### [Directions]
Write each line word for word, from the line that contains "<h2>2 min<small>Walk · 100 m</small></h2>" through the last line of the material below.
"""
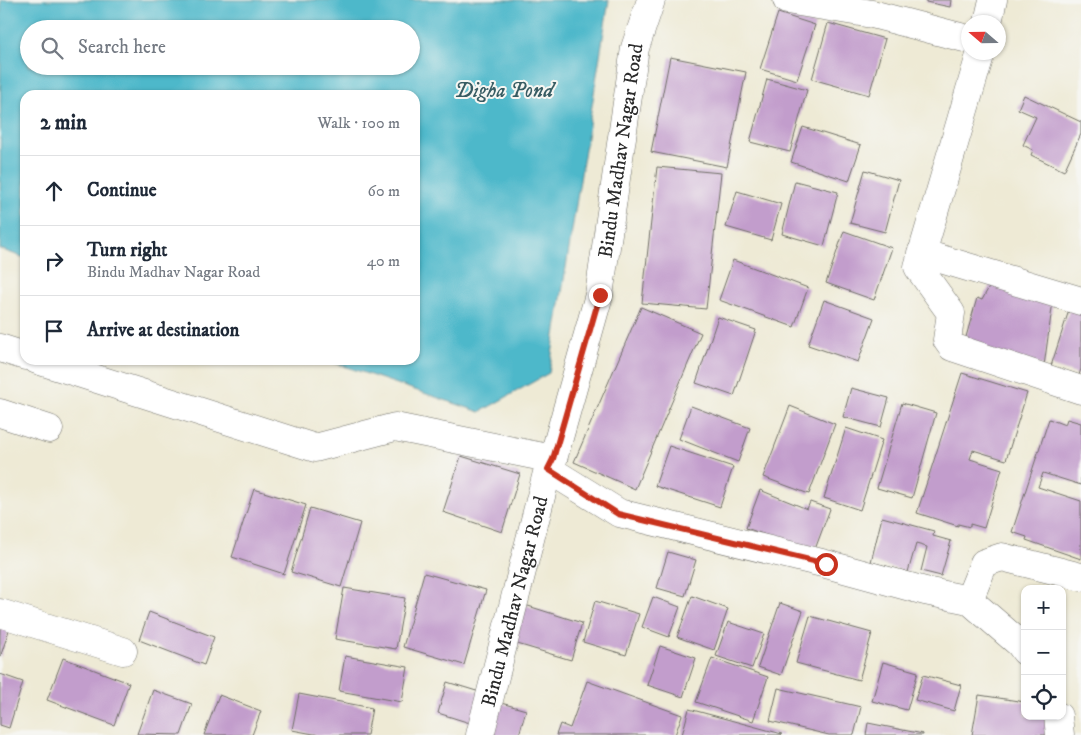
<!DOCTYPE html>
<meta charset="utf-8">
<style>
:root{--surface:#fff;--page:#f2f2f3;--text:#1f2937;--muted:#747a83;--line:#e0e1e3}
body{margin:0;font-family:"IM FELL DW Pica",serif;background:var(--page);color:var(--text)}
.controls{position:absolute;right:15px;bottom:15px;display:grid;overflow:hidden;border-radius:10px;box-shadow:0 1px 4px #0004}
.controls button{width:45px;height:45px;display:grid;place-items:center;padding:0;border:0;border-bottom:1px solid var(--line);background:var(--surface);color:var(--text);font:25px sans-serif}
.compass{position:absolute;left:961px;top:15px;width:45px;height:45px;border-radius:50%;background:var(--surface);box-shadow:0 1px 4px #0004;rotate:290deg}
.stop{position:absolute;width:15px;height:15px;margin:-11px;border:4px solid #c8321e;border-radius:50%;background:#fff}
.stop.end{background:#c8321e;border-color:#fff;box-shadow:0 1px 5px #0008}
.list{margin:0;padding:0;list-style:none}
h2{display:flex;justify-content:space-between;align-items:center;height:65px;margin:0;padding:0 20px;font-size:21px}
h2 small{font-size:16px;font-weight:400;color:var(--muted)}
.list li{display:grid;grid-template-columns:32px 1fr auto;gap:15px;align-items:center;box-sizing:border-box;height:70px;padding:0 20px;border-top:1px solid var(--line)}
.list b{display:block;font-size:19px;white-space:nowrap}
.list p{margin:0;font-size:16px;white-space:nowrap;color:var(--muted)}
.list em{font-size:16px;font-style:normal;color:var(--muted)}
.icon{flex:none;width:28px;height:28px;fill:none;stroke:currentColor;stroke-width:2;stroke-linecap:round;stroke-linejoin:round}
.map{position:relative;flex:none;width:1081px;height:735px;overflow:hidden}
.search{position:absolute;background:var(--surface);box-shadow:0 1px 4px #0004;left:20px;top:20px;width:400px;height:55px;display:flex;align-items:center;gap:12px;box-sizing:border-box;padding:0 18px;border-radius:28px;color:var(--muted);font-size:19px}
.panel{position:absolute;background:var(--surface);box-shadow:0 1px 4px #0004;left:20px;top:90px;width:400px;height:275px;border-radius:15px}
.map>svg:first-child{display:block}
.water{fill:#4db8ca;stroke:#3c727a;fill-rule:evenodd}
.building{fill:#c29dcc}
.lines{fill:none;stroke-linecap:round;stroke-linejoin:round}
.minor-casing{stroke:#6f6e66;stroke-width:29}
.minor{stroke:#fff;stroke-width:28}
.route{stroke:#c8321e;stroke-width:6}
.labels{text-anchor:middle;stroke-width:4;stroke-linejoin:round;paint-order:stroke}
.street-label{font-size:20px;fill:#2b2b2b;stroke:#f6f6f2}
.water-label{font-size:21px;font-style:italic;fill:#375c63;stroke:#f6f6f2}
</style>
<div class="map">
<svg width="1081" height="735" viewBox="0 0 1081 735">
<rect width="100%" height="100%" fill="#f6f6f2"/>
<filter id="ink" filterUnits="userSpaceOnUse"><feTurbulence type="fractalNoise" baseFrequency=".02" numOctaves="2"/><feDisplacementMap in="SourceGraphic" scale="10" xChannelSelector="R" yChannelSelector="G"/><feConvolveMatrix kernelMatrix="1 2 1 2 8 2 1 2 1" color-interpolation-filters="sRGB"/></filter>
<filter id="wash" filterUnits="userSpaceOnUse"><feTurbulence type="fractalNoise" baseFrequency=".0096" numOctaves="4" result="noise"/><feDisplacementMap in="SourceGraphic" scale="20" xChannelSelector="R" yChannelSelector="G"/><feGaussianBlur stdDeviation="1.12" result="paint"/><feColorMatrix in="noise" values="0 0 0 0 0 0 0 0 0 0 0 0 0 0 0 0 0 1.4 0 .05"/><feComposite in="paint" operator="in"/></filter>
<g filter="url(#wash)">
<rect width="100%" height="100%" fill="#eeead5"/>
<!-- water -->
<path class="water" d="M 1,0 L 609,0 L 549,373 L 480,412 L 326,360 L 415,360 L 415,95 L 25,95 L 25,258 L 0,249 ZM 29,29 L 411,29 L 411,66 L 29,66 Z"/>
<g id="blocks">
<!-- building -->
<g class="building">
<polygon points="926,0 951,0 950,7 926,2"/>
<polygon points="778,13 815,25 797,80 760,69"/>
<polygon points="828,23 885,39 869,95 812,79"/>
<polygon points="670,57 746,72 727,167 651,152"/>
<polygon points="767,79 807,90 790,152 750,142"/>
<polygon points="1024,95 1081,122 1081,134 1064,171 1031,155 1033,150 1023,145 1036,117 1018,109"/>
<polygon points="803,127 861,145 849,181 791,162"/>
<polygon points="657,167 721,173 706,309 642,303"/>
<polygon points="865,170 899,180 885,232 850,223"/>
<polygon points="795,181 838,192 824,246 782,234"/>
<polygon points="737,191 781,204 771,240 726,227"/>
<polygon points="844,231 892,248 874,300 826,283"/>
<polygon points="733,260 808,288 794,327 719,300"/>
<polygon points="993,280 1053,301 1044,366 964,344 977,298 982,300"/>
<polygon points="824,300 874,318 858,362 808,345"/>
<polygon points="1071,304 1081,307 1081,369 1079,375 1051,366"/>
<polygon points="641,307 701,333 635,489 574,462"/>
<polygon points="718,317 756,330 734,396 696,383"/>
<polygon points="962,373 1027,393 1006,460 973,450 970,459 1002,469 984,528 970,524 970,527 958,524 958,526 917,513"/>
<polygon points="851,388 889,398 881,427 843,417"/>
<polygon points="902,403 936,413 912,498 877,488"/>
<polygon points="691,406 750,428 738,462 679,439"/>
<polygon points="790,406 835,424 809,494 763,477"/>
<polygon points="1049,419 1065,425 1067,419 1081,423 1081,485 1043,473 1038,487 1081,501 1081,559 1026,540 1027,537 1012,532"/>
<polygon points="846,428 882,440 860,510 824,498"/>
<polygon points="669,446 733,467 720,507 655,486"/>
<polygon points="461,456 520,474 502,532 443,512"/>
<polygon points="254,489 306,505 284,574 232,557"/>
<polygon points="760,490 807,509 810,502 830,509 814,552 746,528"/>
<polygon points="310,508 360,523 341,587 291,572"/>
<polygon points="882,517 934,531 933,536 951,541 941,576 921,571 927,547 916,544 908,572 871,562"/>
<polygon points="668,552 696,560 685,596 657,588"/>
<polygon points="424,573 486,590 464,665 403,647"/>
<polygon points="344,588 405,598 396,649 335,639"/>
<polygon points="692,596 728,609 714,650 677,637"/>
<polygon points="653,597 680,607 669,637 642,627"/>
<polygon points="595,601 639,614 626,655 583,642"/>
<polygon points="780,603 803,611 781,675 758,667"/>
<polygon points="525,605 582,623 571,660 514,643"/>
<polygon points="149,612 214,637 204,665 139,640"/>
<polygon points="810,616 872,633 859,680 796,663"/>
<polygon points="0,620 11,624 0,658"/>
<polygon points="728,622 764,634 752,668 716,656"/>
<polygon points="660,646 696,658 683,697 647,685"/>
<polygon points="345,656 408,667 402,702 339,691"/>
<polygon points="63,658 129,683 114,725 47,700"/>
<polygon points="712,658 768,677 753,721 696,702"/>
<polygon points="883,662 918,672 907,710 872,701"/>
<polygon points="0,674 23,682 9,728 0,725"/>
<polygon points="923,675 961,685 954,711 915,700"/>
<polygon points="587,681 682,715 675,735 556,735 560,724 570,728"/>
<polygon points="447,682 483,693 473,724 438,713"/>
<polygon points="778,688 861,707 854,735 829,735 770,721"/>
<polygon points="153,690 192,704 181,735 137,734"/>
<polygon points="299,694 372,708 367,735 319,735 292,730"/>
<polygon points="219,695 261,711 252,735 204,735"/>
<polygon points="979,695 1025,702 1025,716 1054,716 1052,735 972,735"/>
<polygon points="501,703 526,710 519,735 492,735"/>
<polygon points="689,709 782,734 782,735 682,735"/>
<polygon points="868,723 923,734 923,735 866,735"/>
</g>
</g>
</g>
<g filter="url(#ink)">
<use href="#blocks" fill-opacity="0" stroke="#6f6e66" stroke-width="1"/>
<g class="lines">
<defs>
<g id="minor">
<polyline points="787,0 872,14 968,39"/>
<polyline points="988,22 993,0"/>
<polyline points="981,52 918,267 951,313 947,340 952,347 1081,390"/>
<polyline points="921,253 1081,301"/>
<polyline points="0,348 25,356"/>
<polyline points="37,360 315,448 395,427 553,459"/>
<polyline points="0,413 49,429"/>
<polyline points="548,469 619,513 826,564 925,591 969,600 1020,644 1025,651"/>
<polyline points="969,600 984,563 1002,557 1081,577"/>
<polyline points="0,613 123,651"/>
<polyline points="1058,716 1060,735"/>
<path id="s1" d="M 480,735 L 548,469 L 553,459 L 599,295 L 635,48 L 651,0"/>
</g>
</defs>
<!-- minor casing -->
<use href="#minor" class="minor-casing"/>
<!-- minor -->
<use href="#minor" class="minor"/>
</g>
</g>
<g class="lines" filter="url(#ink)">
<!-- route -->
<polyline class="route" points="600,295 553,459 548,469 618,514 826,564"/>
</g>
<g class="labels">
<!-- street labels -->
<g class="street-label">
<text dy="7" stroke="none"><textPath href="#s1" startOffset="602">Bindu Madhav Nagar Road</textPath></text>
<text dy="7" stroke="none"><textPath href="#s1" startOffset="138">Bindu Madhav Nagar Road</textPath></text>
</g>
<!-- water labels -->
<g class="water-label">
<text x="504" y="97">Digha Pond</text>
</g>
</g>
</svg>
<div class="controls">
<button>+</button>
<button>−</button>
<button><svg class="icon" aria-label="locate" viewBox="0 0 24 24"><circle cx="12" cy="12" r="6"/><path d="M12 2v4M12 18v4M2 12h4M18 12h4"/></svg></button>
</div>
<svg class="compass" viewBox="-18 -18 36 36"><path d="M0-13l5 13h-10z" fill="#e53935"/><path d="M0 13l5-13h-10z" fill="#747a83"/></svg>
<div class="stop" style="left:826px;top:564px"></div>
<div class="stop end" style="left:600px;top:295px"></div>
<div class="search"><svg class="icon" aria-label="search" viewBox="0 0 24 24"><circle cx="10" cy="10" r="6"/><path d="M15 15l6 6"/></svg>Search here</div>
<section class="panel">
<h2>2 min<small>Walk · 100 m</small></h2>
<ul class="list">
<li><svg class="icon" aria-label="ahead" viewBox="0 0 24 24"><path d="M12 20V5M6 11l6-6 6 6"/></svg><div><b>Continue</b></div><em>60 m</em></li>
<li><svg class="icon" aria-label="right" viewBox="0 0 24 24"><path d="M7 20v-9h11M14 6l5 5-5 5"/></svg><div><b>Turn right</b><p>Bindu Madhav Nagar Road</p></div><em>40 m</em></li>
<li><svg class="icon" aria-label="arrive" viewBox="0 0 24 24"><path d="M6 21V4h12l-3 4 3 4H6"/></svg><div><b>Arrive at destination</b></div></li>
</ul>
</section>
</div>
"""
### [Your response]
<h2>2 min<small>Walk · 100 m</small></h2>
<ul class="list">
<li><svg class="icon" aria-label="ahead" viewBox="0 0 24 24"><path d="M12 20V5M6 11l6-6 6 6"/></svg><div><b>Continue</b></div><em>60 m</em></li>
<li><svg class="icon" aria-label="right" viewBox="0 0 24 24"><path d="M7 20v-9h11M14 6l5 5-5 5"/></svg><div><b>Turn right</b><p>Bindu Madhav Nagar Road</p></div><em>40 m</em></li>
<li><svg class="icon" aria-label="arrive" viewBox="0 0 24 24"><path d="M6 21V4h12l-3 4 3 4H6"/></svg><div><b>Arrive at destination</b></div></li>
</ul>
</section>
</div>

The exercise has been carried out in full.